WHAT TO WORK ON ▸
Wherever a line holds the word "highway", copy that line from the data.

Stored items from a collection
------
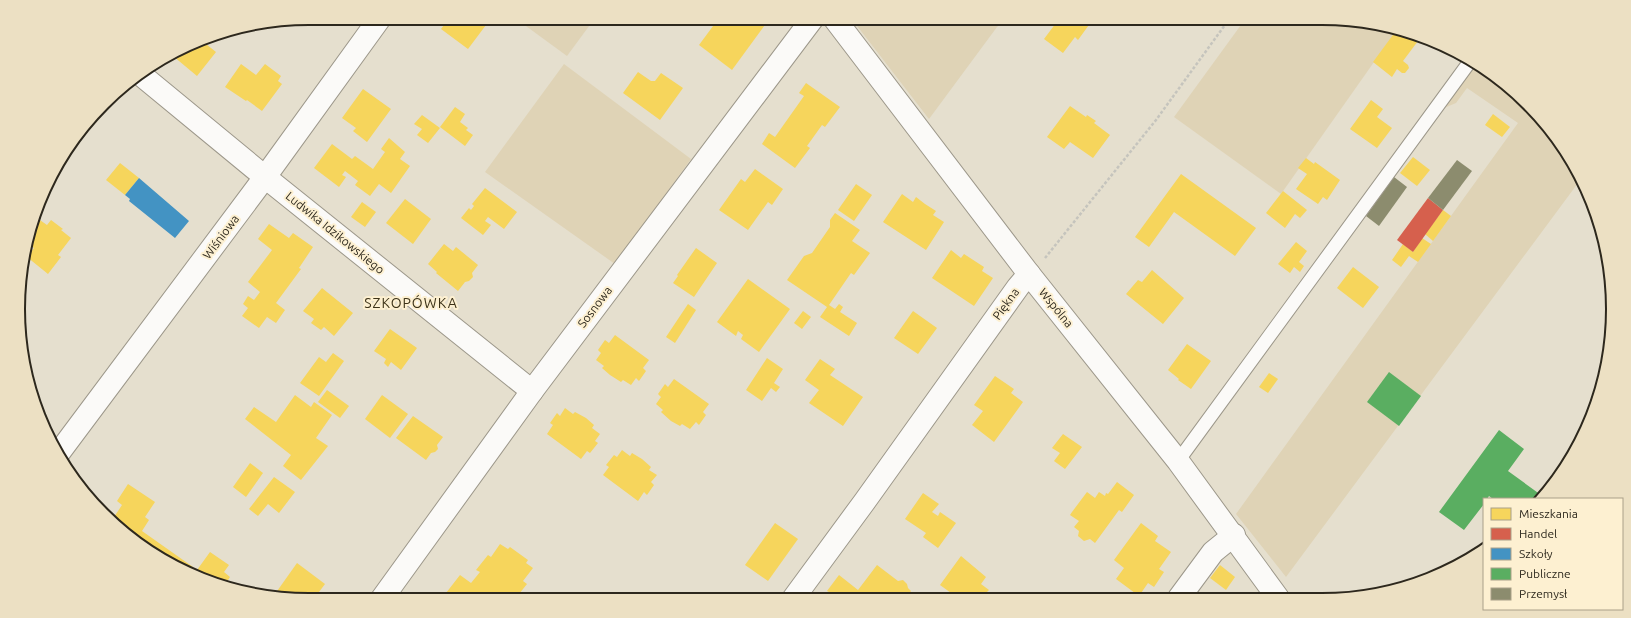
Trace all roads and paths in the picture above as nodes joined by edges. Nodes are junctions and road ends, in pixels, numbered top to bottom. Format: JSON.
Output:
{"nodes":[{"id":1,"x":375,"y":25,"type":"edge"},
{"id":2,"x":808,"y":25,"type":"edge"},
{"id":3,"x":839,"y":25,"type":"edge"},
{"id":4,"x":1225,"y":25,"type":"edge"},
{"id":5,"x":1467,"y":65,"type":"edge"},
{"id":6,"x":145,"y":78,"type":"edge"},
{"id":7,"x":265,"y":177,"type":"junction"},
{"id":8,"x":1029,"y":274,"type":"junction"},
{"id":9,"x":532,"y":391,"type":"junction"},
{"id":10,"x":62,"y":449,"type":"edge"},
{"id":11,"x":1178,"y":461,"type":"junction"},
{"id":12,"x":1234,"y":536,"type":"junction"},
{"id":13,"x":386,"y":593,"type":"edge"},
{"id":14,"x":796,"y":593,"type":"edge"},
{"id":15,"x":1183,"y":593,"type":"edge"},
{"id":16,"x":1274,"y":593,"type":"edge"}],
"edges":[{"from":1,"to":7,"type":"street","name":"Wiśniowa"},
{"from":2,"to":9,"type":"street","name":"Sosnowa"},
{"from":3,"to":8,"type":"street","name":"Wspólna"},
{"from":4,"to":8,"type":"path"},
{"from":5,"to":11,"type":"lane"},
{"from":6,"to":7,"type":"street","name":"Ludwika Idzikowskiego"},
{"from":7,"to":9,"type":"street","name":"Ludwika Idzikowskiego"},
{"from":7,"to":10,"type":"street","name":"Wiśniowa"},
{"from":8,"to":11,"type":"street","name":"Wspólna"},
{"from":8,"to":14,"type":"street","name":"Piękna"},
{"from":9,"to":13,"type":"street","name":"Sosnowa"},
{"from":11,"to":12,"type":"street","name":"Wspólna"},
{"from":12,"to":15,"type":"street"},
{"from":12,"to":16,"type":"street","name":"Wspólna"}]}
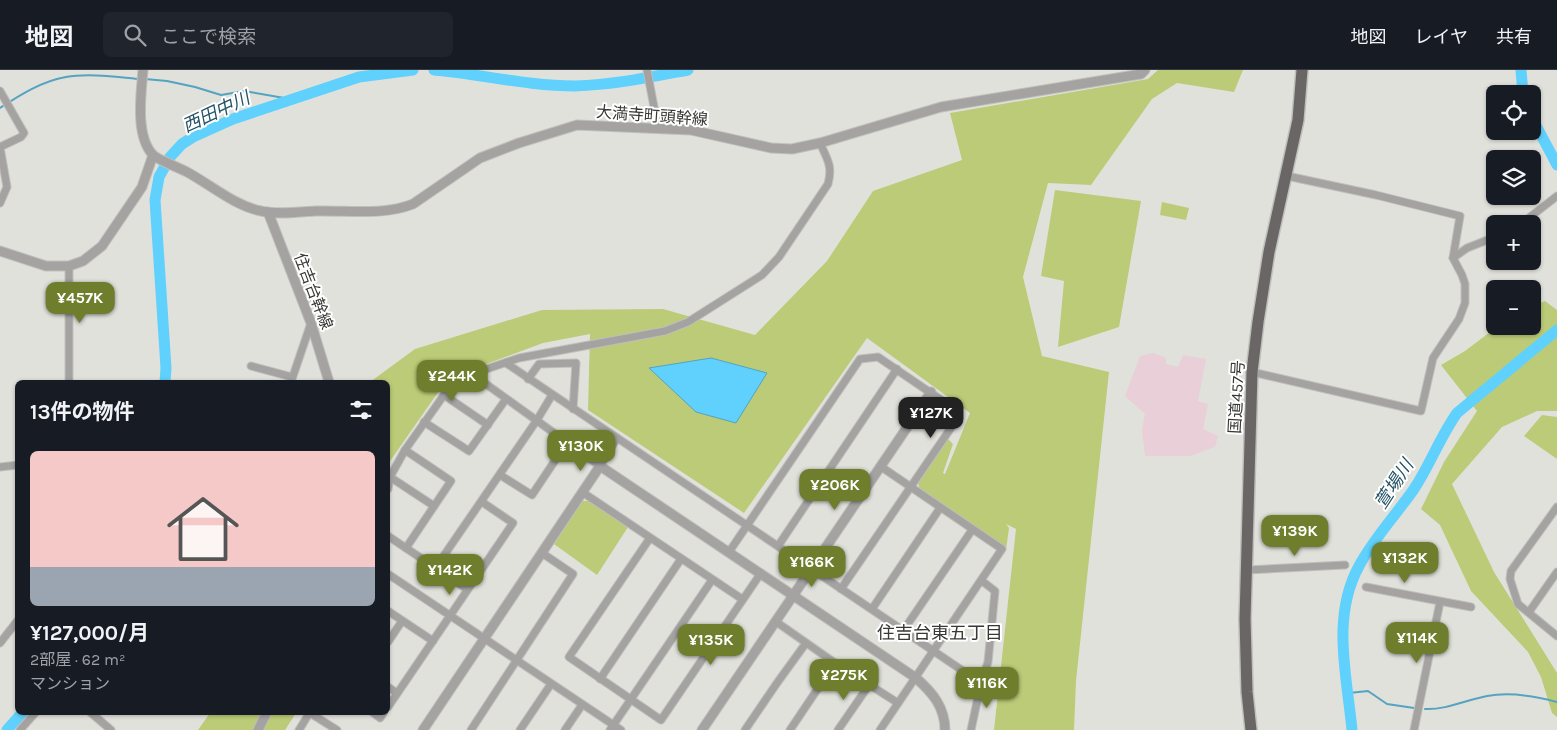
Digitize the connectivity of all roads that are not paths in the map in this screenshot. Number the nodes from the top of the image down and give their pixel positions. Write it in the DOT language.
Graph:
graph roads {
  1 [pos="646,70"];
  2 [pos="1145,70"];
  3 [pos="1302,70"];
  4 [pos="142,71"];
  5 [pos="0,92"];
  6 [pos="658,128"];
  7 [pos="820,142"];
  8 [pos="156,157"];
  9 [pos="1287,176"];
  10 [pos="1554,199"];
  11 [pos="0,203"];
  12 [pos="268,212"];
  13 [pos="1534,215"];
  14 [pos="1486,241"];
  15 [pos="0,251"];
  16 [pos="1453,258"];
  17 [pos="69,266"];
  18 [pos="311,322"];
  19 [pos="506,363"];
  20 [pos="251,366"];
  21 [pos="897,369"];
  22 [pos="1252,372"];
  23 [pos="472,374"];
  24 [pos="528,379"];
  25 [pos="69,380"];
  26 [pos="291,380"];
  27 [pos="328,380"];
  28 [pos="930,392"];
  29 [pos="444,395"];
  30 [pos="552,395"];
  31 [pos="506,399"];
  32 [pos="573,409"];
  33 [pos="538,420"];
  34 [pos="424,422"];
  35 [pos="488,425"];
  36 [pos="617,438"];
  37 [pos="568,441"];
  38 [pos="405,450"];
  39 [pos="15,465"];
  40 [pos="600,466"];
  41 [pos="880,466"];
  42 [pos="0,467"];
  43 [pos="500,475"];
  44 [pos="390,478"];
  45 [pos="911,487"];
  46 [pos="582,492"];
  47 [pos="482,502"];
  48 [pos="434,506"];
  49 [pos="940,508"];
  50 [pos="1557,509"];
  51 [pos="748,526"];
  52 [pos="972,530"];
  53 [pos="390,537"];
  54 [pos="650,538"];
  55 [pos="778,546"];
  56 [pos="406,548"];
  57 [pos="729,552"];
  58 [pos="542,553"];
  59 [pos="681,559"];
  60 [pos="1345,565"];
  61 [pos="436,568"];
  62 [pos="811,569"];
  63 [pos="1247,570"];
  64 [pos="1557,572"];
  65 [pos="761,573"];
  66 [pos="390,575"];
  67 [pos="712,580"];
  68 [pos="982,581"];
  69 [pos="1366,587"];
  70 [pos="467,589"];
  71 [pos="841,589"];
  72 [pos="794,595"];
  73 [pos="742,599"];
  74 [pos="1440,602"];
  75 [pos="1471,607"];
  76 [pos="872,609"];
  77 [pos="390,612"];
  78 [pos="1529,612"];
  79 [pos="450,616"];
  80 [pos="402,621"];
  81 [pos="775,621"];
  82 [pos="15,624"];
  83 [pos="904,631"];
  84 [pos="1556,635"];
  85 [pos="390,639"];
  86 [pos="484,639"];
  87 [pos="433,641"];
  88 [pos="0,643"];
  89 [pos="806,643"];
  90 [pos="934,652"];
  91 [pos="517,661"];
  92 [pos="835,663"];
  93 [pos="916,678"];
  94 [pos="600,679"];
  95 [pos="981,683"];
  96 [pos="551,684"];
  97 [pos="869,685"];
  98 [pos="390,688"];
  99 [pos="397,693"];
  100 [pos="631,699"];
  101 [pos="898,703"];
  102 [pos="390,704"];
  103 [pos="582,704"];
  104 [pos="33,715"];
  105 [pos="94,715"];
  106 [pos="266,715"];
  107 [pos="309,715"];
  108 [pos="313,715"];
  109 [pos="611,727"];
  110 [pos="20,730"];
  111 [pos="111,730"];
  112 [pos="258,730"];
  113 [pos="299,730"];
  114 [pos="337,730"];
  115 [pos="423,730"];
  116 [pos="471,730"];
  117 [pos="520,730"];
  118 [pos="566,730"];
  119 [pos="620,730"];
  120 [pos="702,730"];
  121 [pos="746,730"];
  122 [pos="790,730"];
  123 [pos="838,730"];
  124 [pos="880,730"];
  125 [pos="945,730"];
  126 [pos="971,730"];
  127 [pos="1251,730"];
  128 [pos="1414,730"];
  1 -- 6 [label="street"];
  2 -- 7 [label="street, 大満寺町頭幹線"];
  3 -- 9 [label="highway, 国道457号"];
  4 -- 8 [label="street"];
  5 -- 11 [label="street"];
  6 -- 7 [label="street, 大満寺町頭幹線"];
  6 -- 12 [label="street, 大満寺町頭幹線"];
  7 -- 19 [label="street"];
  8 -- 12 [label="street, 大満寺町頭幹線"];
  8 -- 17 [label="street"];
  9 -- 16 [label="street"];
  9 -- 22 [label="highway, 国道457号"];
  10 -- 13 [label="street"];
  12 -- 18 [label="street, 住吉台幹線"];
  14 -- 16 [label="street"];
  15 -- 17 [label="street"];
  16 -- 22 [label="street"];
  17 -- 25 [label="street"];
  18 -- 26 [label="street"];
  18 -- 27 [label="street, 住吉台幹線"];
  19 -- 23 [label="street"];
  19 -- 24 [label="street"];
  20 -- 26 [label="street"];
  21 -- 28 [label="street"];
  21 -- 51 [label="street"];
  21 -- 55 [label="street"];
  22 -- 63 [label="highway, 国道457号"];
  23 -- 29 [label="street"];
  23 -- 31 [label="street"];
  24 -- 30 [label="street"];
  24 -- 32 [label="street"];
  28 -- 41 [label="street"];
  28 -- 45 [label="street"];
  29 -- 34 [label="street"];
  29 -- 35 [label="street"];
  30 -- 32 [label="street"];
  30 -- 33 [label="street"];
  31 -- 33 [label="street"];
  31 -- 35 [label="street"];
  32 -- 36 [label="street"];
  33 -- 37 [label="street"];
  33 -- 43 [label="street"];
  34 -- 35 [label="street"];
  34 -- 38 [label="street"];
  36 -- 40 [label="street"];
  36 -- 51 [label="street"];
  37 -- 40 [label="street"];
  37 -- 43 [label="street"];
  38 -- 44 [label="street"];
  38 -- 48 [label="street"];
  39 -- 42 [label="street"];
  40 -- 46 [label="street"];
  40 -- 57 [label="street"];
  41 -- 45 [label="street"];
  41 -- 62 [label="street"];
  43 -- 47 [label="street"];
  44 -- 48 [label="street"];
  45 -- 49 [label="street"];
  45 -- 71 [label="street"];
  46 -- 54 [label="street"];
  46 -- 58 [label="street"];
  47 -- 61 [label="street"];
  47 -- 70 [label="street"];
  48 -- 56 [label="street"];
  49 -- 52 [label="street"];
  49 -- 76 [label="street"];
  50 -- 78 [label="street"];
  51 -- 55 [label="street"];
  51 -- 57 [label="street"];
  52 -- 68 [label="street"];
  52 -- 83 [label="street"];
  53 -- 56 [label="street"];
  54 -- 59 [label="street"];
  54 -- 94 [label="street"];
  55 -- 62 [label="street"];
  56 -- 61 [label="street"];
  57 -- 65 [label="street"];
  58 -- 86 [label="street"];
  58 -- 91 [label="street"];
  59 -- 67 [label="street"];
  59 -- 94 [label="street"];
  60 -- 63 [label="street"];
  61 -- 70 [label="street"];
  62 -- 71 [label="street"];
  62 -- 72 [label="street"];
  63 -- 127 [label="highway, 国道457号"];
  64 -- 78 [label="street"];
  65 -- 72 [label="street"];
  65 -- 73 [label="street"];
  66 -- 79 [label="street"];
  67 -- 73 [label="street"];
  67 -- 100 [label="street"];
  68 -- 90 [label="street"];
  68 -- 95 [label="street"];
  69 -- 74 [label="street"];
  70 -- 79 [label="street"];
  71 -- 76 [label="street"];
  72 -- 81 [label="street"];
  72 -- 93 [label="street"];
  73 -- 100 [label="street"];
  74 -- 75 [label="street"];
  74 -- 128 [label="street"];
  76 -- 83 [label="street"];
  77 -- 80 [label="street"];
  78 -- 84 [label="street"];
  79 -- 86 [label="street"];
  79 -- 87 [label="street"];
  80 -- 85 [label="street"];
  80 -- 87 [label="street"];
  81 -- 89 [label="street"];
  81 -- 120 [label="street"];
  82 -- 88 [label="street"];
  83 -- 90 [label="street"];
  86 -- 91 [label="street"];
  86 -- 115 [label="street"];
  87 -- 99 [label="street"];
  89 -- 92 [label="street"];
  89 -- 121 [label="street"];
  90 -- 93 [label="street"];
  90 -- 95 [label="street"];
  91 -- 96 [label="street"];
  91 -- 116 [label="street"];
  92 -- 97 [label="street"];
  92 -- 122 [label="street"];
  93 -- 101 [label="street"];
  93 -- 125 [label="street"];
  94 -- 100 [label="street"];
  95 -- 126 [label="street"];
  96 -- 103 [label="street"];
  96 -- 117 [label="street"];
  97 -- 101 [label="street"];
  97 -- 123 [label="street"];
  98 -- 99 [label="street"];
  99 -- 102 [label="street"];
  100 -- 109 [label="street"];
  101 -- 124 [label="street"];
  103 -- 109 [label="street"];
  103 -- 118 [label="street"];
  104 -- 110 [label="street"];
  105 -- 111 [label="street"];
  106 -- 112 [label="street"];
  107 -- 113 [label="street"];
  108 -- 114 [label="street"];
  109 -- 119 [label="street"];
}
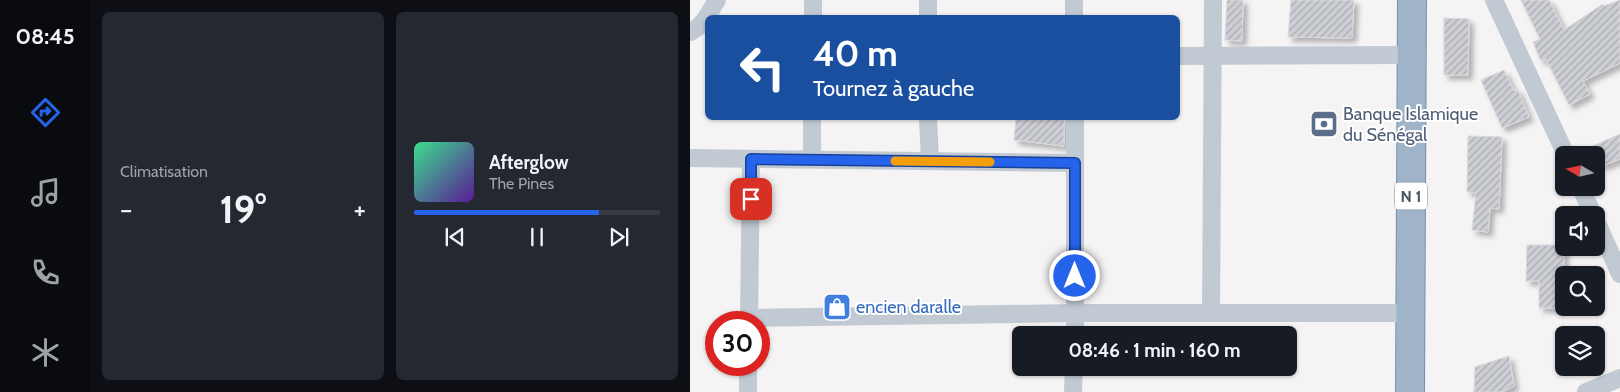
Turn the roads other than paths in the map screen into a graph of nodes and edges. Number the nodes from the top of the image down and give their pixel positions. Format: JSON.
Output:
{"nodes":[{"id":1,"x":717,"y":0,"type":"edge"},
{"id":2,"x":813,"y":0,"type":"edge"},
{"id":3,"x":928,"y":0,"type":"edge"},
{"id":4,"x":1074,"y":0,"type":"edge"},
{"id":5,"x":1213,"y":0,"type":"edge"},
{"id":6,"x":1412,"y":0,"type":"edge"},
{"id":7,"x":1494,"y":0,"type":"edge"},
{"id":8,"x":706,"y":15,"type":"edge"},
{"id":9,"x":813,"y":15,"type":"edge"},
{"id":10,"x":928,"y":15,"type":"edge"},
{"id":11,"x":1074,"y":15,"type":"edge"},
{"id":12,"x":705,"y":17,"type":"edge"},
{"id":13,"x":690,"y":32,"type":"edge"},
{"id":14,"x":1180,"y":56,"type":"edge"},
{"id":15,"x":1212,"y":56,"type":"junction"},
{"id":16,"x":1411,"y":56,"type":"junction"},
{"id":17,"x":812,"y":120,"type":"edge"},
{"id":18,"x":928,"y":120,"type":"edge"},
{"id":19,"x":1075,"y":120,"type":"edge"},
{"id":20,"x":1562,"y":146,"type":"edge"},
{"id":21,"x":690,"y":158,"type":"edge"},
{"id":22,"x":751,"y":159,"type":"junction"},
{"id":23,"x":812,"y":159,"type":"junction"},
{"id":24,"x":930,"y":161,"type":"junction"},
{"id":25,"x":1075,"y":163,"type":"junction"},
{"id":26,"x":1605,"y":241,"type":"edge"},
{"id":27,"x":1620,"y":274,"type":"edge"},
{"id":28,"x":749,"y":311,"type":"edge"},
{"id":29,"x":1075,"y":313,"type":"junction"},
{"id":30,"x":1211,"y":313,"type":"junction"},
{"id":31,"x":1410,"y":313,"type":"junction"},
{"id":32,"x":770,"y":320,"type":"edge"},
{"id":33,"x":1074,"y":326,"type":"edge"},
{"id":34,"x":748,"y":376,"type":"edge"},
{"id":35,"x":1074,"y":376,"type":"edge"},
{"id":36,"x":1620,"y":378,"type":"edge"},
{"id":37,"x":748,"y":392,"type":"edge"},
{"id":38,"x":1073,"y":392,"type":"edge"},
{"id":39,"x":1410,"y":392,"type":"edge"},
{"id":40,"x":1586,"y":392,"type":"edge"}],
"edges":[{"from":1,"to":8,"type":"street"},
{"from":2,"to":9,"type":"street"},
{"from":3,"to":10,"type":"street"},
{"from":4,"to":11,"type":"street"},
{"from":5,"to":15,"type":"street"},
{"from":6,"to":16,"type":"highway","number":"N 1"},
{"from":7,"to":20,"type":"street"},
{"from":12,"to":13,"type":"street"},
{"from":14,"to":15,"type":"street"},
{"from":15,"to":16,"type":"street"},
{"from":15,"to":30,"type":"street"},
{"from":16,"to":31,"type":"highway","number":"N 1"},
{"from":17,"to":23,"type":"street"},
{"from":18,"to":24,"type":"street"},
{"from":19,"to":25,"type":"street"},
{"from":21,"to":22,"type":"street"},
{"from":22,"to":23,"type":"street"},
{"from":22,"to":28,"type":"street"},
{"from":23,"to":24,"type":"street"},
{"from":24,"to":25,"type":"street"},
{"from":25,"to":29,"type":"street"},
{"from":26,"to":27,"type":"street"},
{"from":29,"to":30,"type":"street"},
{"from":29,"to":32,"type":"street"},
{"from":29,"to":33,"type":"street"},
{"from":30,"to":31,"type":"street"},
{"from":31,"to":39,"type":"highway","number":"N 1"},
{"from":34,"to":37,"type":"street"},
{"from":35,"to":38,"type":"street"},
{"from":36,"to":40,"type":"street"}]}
------
EXERCISE SOLUTION ▸
  3 -- 9 [label="highway, 国道457号"];
  9 -- 22 [label="highway, 国道457号"];
  22 -- 63 [label="highway, 国道457号"];
  63 -- 127 [label="highway, 国道457号"];
{"from":6,"to":16,"type":"highway","number":"N 1"},
{"from":16,"to":31,"type":"highway","number":"N 1"},
{"from":31,"to":39,"type":"highway","number":"N 1"},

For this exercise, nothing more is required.